The scale of these cuts might be unparalleled today, but the fallout will last generations. The longevity of their impact is what makes them such a bitter pill to swallow – while they affect us all in the present, the greatest impact is going to be borne by the young; not just the reviled ‘youth of today’, nor even by primary school children, but by infants and the unborn.
Standing in the frontline of this assault on public services (though many are too young to be aware of their vulnerable position) are the youngest members of our society. While we fight costly wars overseas and prop up a banking system that will doubtless award its members handsome Christmas bonuses, out-of-school play services for young children, support for city farms, voluntary children’s services, and financial provision for nursery care, will be cut. Camden has also announced that is to close two of its eleven childcare centres, affecting the lives of hundreds of families, workers, carers, and children from the age of nought to five and contradicting the advice of the government’s own advisor, Frank Field, whose report published last week emphasised the need for investment in nursery care to combat child poverty and inequality. This is not only Camden’s problem: the same measures will be repeated across the country. It is a national problem and a moral disgrace.
Polly Shields, the chair of governors for the award-winning Thomas Coram Nursery, one of eleven children’s centres facing the threat of closure, defended the case for early years intervention by highlighting how investment in children at a young age is proven to reduce costs over the long term – it is less expensive and more efficient. The cold calculation of a bureaucrat’s hand deleting numbers on a spread sheet does not deliver savings – it is, as Ms Shields stated, a false economy.
Hundreds of people, from toddlers to pensioners, had gathered outside Camden town hall on a bitterly cold evening to vent their indignation, in what the leader of the council, Ali Nasim, referred to as an ‘unprecedented demonstration’ aimed at the council. It might not have ranked in size with the recent student protests, but it shared a common and conspicuous theme – the young people of this country are rightfully and increasingly embittered, not only by appearing to be the ones facing the brunt of these cuts, but also that these cuts are being imposed on them by a generation that enjoyed unequalled economic prosperity and state provision throughout much of their lifetime.

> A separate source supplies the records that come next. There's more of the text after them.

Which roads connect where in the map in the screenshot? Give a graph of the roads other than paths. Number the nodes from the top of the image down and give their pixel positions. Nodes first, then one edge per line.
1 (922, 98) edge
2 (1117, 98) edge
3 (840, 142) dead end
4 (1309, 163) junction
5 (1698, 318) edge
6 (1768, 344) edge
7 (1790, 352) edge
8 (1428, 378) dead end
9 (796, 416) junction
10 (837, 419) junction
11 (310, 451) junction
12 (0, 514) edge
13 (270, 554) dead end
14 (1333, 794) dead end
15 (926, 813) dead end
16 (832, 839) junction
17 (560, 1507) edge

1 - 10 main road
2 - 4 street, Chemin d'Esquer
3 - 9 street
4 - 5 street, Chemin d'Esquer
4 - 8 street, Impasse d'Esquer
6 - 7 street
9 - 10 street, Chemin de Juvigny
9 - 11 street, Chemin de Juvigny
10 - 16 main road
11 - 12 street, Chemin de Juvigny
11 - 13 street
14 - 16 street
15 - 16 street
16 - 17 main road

Consequently, a generational divide is emerging in Britain that is gnawing away at the fabric of society. The young today have very little to be optimistic about. Whether it is at a local level with the fallout from budget cuts affecting their schools, youth centres, and nurseries or global issues such as the financial crisis brought about by the recklessness lending of bankers or the environmental ruin caused by decades of over-consumption, the young are increasingly blaming those who have squandered their chances of creating an equitable, caring and sustainable society.

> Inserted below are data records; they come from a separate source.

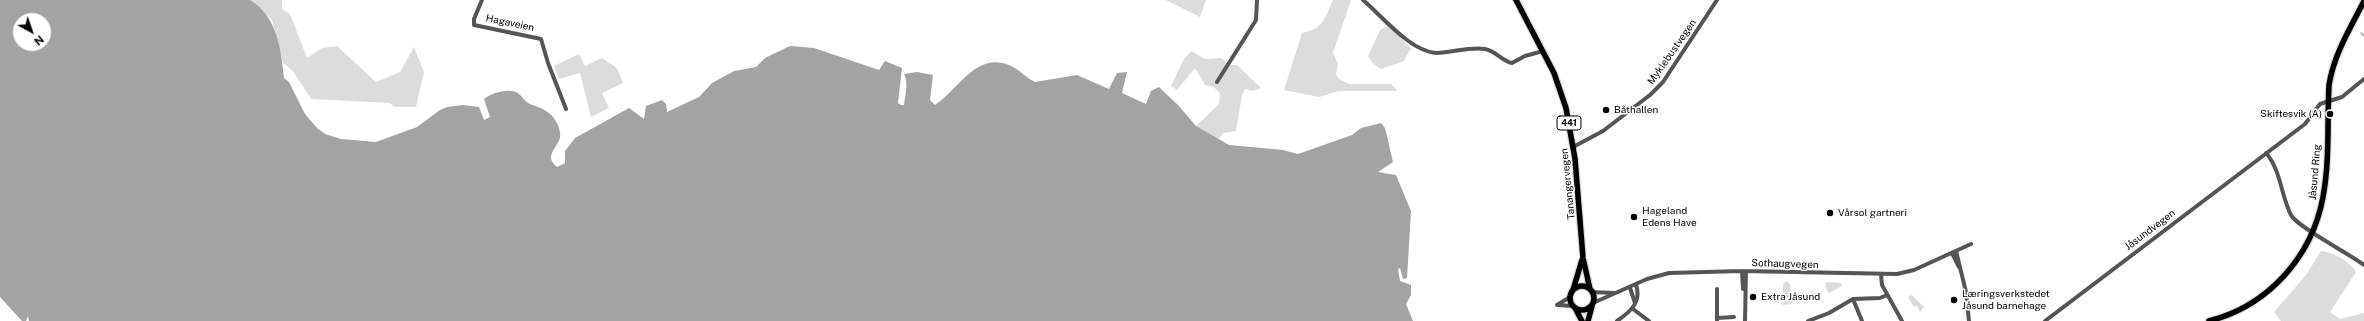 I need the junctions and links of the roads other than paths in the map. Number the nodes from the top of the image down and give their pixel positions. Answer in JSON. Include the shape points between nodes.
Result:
{"nodes":[{"id":1,"x":482,"y":0,"type":"edge"},
{"id":2,"x":1257,"y":0,"type":"edge"},
{"id":3,"x":1363,"y":0,"type":"edge"},
{"id":4,"x":1516,"y":0,"type":"edge"},
{"id":5,"x":1717,"y":0,"type":"edge"},
{"id":6,"x":2364,"y":1,"type":"edge"},
{"id":7,"x":1543,"y":52,"type":"junction"},
{"id":8,"x":2364,"y":80,"type":"edge"},
{"id":9,"x":1217,"y":82,"type":"dead end"},
{"id":10,"x":2328,"y":103,"type":"junction"},
{"id":11,"x":566,"y":109,"type":"dead end"},
{"id":12,"x":1573,"y":147,"type":"junction"},
{"id":13,"x":2266,"y":153,"type":"junction"},
{"id":14,"x":2313,"y":232,"type":"junction"},
{"id":15,"x":1971,"y":244,"type":"dead end"},
{"id":16,"x":1954,"y":252,"type":"junction"},
{"id":17,"x":1583,"y":258,"type":"junction"},
{"id":18,"x":2364,"y":265,"type":"edge"},
{"id":19,"x":1744,"y":271,"type":"junction"},
{"id":20,"x":1881,"y":274,"type":"junction"},
{"id":21,"x":1636,"y":285,"type":"junction"},
{"id":22,"x":1630,"y":288,"type":"junction"},
{"id":23,"x":1717,"y":289,"type":"dead end"},
{"id":24,"x":1573,"y":290,"type":"junction"},
{"id":25,"x":1591,"y":290,"type":"junction"},
{"id":26,"x":1618,"y":292,"type":"junction"},
{"id":27,"x":1887,"y":295,"type":"junction"},
{"id":28,"x":1570,"y":297,"type":"junction"},
{"id":29,"x":1853,"y":299,"type":"junction"},
{"id":30,"x":1592,"y":304,"type":"junction"},
{"id":31,"x":1574,"y":307,"type":"junction"},
{"id":32,"x":1634,"y":307,"type":"junction"},
{"id":33,"x":1734,"y":317,"type":"dead end"},
{"id":34,"x":1717,"y":319,"type":"edge"},
{"id":35,"x":1582,"y":321,"type":"edge"},
{"id":36,"x":1588,"y":321,"type":"edge"},
{"id":37,"x":1617,"y":321,"type":"edge"},
{"id":38,"x":1649,"y":321,"type":"edge"},
{"id":39,"x":1745,"y":321,"type":"edge"},
{"id":40,"x":1808,"y":321,"type":"edge"},
{"id":41,"x":1862,"y":321,"type":"edge"},
{"id":42,"x":1902,"y":321,"type":"edge"},
{"id":43,"x":1968,"y":321,"type":"edge"},
{"id":44,"x":2046,"y":321,"type":"edge"},
{"id":45,"x":2209,"y":321,"type":"edge"}],
"edges":[{"from":1,"to":11,"type":"street","name":"Hagaveien","via":[[474,18],[474,25],[541,39]]},
{"from":2,"to":9,"type":"street","via":[[1256,20]]},
{"from":3,"to":7,"type":"street","via":[[1411,45],[1424,50],[1436,53],[1482,49],[1492,51],[1512,63],[1525,56]]},
{"from":4,"to":7,"type":"main road","name":"Tanangervegen","number":"441"},
{"from":5,"to":12,"type":"street","name":"Myklebustvegen","via":[[1667,76],[1650,96],[1603,130]]},
{"from":6,"to":10,"type":"main road","name":"Jåsund Ring","via":[[2336,56]]},
{"from":7,"to":12,"type":"main road","name":"Tanangervegen","number":"441","via":[[1563,98]]},
{"from":8,"to":10,"type":"street","name":"Jåsundvegen","via":[[2342,97]]},
{"from":10,"to":13,"type":"street","name":"Jåsundvegen","via":[[2320,104],[2305,124]]},
{"from":10,"to":14,"type":"main road","name":"Jåsund Ring","via":[[2324,188]]},
{"from":12,"to":17,"type":"main road","name":"Tanangervegen","number":"441"},
{"from":13,"to":14,"type":"street","via":[[2292,216],[2297,223]]},
{"from":13,"to":44,"type":"street","name":"Jåsundvegen"},
{"from":14,"to":18,"type":"street"},
{"from":14,"to":45,"type":"main road","name":"Jåsund Ring","via":[[2292,266],[2269,291],[2240,309]]},
{"from":15,"to":16,"type":"street","name":"Sothaugvegen"},
{"from":16,"to":20,"type":"street","name":"Sothaugvegen","via":[[1914,270]]},
{"from":16,"to":43,"type":"street","via":[[1961,271]]},
{"from":17,"to":24,"type":"main road","name":"Tanangervegen","number":"441"},
{"from":17,"to":25,"type":"main road","name":"Tanangervegen","number":"441"},
{"from":19,"to":20,"type":"street","name":"Sothaugvegen"},
{"from":19,"to":21,"type":"street","name":"Sothaugvegen","via":[[1669,273]]},
{"from":19,"to":39,"type":"street"},
{"from":20,"to":27,"type":"street"},
{"from":21,"to":22,"type":"street","name":"Sothaugvegen"},
{"from":21,"to":32,"type":"street","via":[[1638,297]]},
{"from":22,"to":26,"type":"street","name":"Sothaugvegen"},
{"from":22,"to":32,"type":"street"},
{"from":23,"to":34,"type":"street"},
{"from":24,"to":25,"type":"main road","via":[[1583,286]]},
{"from":24,"to":28,"type":"main road","number":"441"},
{"from":25,"to":26,"type":"street","name":"Sothaugvegen"},
{"from":25,"to":30,"type":"main road","number":"441"},
{"from":26,"to":30,"type":"street","name":"Sothaugvegen"},
{"from":27,"to":29,"type":"street","via":[[1880,298]]},
{"from":27,"to":42,"type":"street"},
{"from":28,"to":31,"type":"main road"},
{"from":28,"to":31,"type":"street","via":[[1557,305]]},
{"from":29,"to":40,"type":"street","via":[[1829,313]]},
{"from":29,"to":41,"type":"street"},
{"from":30,"to":31,"type":"main road","via":[[1582,310]]},
{"from":30,"to":36,"type":"main road","number":"441"},
{"from":31,"to":35,"type":"main road"},
{"from":32,"to":37,"type":"street"},
{"from":32,"to":38,"type":"street"},
{"from":33,"to":34,"type":"street"}]}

If such a society is ever to exist, and it certainly is not to be found in the fantastical realm of David Cameron’s ‘Big Society’, then Britain’s young and unborn are faced with the stark reality and gargantuan task of having to do very much more with very much less. The generations before them not only have failed in their responsibilities, but also, by cutting nursery care, provision for schools and funding for higher education, have cruelly handicapped the life chances of the young.

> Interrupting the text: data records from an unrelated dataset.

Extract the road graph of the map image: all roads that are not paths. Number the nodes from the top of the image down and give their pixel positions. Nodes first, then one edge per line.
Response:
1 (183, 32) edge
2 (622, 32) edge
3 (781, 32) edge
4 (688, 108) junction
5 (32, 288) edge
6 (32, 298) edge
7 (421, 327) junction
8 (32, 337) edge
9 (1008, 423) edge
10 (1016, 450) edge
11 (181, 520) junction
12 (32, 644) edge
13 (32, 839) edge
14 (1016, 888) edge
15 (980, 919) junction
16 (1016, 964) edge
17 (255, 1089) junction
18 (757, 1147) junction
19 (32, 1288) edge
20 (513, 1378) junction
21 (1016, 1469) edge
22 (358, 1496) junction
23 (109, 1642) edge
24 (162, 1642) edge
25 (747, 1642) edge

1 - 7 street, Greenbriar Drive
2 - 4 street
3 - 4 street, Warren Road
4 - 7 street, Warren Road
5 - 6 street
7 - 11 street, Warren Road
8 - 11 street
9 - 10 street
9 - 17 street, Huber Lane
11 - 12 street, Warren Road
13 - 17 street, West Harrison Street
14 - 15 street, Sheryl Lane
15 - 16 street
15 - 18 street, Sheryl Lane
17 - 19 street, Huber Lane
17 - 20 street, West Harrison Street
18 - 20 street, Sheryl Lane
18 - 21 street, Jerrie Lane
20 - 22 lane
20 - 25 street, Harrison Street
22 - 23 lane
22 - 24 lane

At the same time that David Cameron and Nick Clegg acknowledge that ‘pre-school years are the critical ones in terms of promoting a fairer and more mobile society [and] agree that inter-generational poverty needs to be given as much weight as static, income-based measures’, their policies are causing nurseries to close and students to pay a high price for their education. The government must wake up to reality and understand that their response to the inevitable and growing public resistance by enlisting the bullying and intimidatory tactics of a police force whose own ranks will soon be cut, will only further inflame the resentment.